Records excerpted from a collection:
★ ★ ★ ★ ★
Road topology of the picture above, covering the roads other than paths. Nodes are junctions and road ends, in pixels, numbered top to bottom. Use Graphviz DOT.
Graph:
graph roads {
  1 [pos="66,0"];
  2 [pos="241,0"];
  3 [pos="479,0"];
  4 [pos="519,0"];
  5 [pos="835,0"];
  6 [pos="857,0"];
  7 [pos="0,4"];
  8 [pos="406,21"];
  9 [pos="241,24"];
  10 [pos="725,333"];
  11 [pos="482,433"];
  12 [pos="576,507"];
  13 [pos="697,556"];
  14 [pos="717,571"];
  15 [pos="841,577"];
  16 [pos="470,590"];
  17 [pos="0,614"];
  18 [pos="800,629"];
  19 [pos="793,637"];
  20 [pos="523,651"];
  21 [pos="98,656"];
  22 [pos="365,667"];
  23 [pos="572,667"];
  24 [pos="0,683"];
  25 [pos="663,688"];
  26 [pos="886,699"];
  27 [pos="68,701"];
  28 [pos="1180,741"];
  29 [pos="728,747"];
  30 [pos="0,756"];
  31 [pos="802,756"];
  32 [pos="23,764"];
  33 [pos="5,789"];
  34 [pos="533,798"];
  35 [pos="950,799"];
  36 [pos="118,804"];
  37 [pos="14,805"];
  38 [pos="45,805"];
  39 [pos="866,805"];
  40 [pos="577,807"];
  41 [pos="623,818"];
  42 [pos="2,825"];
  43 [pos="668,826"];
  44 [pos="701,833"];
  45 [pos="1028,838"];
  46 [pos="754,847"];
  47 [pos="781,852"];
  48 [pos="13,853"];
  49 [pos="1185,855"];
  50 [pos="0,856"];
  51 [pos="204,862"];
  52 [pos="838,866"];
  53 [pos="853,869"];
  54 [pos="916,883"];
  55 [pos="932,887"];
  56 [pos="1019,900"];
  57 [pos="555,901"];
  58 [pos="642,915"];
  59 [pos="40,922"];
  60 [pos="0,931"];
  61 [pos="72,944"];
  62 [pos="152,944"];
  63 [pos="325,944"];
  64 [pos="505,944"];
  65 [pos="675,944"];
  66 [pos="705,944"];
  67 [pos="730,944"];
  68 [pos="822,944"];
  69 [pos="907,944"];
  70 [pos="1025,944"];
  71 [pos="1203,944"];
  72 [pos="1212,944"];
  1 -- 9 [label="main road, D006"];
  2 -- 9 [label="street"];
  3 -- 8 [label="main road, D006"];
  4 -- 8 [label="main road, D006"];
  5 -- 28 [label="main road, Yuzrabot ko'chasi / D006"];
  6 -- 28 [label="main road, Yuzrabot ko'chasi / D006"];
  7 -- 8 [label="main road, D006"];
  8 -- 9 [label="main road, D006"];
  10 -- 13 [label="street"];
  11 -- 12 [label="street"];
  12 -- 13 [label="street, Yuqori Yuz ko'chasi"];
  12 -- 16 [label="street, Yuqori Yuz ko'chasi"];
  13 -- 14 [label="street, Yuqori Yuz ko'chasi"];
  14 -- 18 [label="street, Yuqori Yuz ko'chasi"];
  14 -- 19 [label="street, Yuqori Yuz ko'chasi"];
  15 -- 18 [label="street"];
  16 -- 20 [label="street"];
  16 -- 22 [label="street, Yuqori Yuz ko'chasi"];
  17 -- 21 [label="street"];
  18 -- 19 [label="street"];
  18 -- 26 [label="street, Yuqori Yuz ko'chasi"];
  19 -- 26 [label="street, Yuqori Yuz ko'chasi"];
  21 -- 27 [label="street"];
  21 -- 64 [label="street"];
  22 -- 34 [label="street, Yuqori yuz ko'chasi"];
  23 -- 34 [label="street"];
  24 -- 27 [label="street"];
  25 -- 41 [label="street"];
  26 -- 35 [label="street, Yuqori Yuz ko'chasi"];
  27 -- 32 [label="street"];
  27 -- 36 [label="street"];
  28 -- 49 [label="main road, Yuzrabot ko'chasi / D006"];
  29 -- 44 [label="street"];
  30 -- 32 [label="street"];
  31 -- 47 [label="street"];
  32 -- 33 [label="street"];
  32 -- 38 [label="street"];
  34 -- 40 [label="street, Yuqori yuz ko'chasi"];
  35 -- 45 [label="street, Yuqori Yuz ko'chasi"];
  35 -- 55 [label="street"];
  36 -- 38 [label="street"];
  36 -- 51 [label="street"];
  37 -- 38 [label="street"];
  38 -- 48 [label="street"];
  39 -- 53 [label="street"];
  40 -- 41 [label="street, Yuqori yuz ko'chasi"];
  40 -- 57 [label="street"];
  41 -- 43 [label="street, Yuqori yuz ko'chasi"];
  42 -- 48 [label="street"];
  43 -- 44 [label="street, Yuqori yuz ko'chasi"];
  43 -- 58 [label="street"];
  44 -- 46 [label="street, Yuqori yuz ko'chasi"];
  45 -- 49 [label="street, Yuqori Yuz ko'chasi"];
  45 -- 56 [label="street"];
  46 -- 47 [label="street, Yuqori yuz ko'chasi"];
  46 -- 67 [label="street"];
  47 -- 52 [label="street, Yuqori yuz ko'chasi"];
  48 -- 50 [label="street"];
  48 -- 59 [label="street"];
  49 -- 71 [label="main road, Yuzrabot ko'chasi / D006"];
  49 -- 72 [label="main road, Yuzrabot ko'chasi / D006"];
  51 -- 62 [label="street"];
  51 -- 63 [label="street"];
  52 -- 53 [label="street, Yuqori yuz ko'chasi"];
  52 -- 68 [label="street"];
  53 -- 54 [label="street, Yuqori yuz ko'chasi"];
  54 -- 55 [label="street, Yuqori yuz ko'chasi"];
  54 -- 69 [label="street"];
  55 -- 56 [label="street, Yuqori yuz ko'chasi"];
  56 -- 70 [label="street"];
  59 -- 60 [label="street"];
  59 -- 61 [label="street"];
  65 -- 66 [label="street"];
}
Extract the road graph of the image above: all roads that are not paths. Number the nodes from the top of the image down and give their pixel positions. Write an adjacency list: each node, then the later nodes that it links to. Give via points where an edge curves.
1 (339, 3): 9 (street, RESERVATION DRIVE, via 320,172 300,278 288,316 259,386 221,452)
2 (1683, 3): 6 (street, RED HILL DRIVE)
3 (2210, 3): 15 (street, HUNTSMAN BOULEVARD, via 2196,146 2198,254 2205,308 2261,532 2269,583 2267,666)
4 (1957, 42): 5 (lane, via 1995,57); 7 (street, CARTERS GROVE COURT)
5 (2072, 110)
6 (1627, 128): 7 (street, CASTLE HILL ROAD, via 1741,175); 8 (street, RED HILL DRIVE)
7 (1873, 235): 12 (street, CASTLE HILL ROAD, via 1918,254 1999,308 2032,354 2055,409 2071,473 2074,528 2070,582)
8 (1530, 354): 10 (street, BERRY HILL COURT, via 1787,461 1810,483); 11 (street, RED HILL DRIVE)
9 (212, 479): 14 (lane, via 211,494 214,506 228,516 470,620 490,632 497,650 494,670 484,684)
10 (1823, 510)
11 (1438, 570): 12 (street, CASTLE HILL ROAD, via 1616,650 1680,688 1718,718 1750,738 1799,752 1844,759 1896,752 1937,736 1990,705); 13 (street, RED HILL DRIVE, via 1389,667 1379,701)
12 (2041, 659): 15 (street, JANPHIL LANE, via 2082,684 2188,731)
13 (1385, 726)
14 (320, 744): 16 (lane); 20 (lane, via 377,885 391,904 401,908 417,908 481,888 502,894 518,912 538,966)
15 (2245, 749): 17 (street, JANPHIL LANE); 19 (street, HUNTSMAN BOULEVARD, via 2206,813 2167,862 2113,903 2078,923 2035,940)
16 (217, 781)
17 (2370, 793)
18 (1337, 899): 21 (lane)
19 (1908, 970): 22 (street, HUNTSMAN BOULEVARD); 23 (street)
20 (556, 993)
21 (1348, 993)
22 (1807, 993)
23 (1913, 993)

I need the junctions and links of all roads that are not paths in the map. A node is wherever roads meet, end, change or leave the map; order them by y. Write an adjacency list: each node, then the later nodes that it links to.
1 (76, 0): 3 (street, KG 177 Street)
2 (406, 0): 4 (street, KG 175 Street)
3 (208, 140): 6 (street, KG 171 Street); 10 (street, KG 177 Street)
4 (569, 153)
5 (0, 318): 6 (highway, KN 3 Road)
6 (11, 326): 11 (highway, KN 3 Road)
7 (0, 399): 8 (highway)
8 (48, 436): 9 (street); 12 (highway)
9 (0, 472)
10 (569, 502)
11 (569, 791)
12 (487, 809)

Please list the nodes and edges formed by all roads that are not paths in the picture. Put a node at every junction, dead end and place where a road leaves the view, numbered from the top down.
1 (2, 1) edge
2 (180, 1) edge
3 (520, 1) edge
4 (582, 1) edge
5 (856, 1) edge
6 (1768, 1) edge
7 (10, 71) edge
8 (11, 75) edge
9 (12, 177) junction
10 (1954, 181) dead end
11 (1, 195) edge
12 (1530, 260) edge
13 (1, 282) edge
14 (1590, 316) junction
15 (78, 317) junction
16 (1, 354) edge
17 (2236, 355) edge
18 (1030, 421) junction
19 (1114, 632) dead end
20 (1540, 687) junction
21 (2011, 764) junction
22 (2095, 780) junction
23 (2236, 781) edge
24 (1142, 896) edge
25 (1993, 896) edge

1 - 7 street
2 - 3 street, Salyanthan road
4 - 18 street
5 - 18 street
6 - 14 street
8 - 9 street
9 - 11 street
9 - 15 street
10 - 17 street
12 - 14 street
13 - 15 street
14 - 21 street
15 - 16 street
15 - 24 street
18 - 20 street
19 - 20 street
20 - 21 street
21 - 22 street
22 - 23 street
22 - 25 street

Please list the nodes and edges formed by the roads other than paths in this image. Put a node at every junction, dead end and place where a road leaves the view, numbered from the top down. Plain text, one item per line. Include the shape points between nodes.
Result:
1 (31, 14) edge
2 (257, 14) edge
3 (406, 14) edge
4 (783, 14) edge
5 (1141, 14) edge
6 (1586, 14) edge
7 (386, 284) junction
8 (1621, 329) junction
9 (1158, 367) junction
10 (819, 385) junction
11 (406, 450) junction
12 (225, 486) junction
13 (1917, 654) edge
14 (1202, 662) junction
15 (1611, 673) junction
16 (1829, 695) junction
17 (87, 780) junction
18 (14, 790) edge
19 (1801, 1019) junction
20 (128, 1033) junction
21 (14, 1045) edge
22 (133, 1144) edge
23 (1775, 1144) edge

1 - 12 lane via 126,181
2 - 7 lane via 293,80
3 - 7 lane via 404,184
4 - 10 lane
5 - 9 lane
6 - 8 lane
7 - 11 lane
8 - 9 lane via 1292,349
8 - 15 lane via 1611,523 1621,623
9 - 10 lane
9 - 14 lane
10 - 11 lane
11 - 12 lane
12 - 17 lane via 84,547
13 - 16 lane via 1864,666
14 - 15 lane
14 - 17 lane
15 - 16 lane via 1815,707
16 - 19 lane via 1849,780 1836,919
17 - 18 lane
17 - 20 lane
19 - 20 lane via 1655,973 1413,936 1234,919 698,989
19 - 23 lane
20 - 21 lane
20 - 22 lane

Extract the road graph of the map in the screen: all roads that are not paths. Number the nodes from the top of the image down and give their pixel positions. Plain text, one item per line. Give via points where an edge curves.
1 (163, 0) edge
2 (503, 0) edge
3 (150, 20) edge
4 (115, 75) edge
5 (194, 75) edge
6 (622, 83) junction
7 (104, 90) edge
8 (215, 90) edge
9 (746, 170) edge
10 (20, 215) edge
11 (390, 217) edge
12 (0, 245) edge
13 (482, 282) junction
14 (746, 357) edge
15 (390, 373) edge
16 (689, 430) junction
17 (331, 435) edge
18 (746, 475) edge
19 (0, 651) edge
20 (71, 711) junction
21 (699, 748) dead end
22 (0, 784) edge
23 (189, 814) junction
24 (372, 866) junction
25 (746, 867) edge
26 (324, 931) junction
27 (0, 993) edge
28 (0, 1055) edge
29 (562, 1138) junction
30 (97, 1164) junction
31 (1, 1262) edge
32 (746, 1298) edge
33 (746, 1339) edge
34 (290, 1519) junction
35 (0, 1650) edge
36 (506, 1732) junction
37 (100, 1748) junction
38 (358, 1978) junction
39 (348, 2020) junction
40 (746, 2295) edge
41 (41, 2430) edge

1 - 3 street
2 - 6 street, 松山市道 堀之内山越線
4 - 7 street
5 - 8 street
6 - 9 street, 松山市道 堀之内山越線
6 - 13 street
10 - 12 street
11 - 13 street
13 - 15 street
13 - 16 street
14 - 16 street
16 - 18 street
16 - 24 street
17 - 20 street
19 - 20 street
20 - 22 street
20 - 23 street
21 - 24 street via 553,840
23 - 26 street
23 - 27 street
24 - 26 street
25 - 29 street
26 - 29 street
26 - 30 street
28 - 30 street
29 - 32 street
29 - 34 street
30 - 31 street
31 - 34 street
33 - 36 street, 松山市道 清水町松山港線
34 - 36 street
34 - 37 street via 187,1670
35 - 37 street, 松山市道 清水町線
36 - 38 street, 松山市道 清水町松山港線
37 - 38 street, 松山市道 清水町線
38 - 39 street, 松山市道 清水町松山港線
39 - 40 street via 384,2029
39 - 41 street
★ ★ ★ ★ ★
## AIM OF THE TASK:
Using the records above, count the lines that hold the string "松山市道", and give back only the result.

## SOLUTION FOR THIS EXERCISE:
7